[Records for processing Boundary: Start]

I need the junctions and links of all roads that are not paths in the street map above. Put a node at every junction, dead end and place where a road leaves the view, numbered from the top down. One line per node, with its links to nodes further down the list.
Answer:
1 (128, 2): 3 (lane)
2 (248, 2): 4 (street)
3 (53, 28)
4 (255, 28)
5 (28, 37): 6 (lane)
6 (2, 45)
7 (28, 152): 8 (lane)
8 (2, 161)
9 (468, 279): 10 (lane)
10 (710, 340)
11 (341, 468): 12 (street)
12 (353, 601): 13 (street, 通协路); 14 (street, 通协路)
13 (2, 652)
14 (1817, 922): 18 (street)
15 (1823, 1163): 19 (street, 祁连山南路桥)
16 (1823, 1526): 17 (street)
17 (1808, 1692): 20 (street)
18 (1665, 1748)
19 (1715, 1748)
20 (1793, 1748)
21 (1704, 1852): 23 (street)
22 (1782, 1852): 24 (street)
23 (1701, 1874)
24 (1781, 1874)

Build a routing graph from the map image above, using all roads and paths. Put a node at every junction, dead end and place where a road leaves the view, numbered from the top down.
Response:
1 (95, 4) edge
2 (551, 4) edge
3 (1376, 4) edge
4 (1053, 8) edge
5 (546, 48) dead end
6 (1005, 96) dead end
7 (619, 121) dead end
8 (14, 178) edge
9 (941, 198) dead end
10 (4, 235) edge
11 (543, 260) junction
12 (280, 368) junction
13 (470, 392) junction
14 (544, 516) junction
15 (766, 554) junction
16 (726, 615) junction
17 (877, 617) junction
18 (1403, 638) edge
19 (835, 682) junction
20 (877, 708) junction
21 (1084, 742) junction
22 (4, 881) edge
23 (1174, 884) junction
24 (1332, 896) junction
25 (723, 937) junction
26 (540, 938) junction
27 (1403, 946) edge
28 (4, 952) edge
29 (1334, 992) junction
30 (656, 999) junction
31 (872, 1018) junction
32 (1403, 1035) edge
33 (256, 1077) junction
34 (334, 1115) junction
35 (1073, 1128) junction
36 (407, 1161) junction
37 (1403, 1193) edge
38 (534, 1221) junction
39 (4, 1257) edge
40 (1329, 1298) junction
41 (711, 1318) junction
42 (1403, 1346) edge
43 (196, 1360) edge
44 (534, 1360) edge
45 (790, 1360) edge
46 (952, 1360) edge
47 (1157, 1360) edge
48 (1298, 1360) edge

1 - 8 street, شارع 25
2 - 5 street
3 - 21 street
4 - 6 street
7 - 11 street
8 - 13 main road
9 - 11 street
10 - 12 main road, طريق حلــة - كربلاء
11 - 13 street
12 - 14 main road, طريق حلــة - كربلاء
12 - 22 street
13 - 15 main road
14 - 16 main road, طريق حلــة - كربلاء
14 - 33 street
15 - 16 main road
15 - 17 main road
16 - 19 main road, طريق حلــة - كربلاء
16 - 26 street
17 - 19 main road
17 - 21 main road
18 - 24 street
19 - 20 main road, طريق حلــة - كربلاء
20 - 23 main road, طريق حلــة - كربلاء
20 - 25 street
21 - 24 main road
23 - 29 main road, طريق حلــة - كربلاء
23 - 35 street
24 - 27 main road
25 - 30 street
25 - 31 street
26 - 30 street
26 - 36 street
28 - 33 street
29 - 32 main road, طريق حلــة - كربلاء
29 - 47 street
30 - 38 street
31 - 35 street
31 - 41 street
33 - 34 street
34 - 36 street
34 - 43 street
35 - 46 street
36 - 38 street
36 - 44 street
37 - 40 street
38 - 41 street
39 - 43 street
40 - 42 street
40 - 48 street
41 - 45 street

[Records for processing Boundary: End]

Task | All lines of the records above that contain the word "where" are to be copied out.

The answer |
I need the junctions and links of all roads that are not paths in the street map above. Put a node at every junction, dead end and place where a road leaves the view, numbered from the top down. One line per node, with its links to nodes further down the list.
Build a routing graph from the map image above, using all roads and paths. Put a node at every junction, dead end and place where a road leaves the view, numbered from the top down.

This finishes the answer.